* _Assigned task_
The output should be every line below that includes the word "dead".

•••

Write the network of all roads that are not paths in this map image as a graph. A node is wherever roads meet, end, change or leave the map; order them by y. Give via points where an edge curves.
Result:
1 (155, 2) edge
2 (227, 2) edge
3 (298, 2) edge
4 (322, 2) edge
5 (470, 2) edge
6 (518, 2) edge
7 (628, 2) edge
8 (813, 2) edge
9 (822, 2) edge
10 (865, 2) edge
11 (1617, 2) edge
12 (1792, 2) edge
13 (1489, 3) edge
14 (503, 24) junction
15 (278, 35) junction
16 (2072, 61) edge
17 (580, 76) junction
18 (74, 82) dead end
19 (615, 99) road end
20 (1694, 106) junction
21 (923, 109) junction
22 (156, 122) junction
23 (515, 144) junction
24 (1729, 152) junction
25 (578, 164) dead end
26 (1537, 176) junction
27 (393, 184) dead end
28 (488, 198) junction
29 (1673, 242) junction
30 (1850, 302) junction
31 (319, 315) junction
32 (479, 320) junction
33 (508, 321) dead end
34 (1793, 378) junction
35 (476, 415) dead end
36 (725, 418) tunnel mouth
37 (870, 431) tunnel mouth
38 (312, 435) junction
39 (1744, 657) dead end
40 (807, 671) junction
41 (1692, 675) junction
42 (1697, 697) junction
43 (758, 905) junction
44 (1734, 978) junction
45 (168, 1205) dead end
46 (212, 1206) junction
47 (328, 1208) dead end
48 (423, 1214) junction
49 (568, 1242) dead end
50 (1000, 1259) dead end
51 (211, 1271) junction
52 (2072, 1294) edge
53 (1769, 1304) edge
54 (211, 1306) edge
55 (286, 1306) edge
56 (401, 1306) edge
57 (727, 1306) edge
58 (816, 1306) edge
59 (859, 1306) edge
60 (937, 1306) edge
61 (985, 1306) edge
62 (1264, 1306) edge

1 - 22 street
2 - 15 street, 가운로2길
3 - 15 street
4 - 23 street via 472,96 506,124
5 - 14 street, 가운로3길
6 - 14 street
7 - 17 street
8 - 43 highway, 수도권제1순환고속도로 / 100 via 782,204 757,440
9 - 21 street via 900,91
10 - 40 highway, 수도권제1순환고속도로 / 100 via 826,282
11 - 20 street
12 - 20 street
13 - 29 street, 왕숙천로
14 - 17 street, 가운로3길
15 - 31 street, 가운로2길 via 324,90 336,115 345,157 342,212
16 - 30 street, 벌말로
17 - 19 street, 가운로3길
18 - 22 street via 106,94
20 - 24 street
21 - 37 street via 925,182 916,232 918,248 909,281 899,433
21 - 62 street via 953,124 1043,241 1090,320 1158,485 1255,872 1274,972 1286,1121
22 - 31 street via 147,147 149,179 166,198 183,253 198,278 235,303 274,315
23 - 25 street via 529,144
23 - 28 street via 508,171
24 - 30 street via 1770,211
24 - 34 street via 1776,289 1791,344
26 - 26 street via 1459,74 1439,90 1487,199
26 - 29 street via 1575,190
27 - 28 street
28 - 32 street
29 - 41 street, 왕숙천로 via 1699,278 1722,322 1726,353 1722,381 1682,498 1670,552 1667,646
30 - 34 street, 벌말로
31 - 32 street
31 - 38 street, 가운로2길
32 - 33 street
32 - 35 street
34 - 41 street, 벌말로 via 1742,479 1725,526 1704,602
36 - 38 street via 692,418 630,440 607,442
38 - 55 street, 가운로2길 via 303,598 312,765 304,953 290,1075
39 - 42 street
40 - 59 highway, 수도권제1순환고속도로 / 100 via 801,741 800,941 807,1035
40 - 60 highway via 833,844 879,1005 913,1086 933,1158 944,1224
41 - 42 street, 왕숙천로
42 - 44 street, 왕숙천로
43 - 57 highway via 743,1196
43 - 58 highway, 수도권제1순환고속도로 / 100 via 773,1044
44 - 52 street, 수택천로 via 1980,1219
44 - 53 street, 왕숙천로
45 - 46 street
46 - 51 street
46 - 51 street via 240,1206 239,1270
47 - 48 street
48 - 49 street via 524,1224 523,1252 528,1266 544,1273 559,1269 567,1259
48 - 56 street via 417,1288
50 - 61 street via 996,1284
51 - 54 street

•••

* _Response area_
18 (74, 82) dead end
25 (578, 164) dead end
27 (393, 184) dead end
33 (508, 321) dead end
35 (476, 415) dead end
39 (1744, 657) dead end
45 (168, 1205) dead end
47 (328, 1208) dead end
49 (568, 1242) dead end
50 (1000, 1259) dead end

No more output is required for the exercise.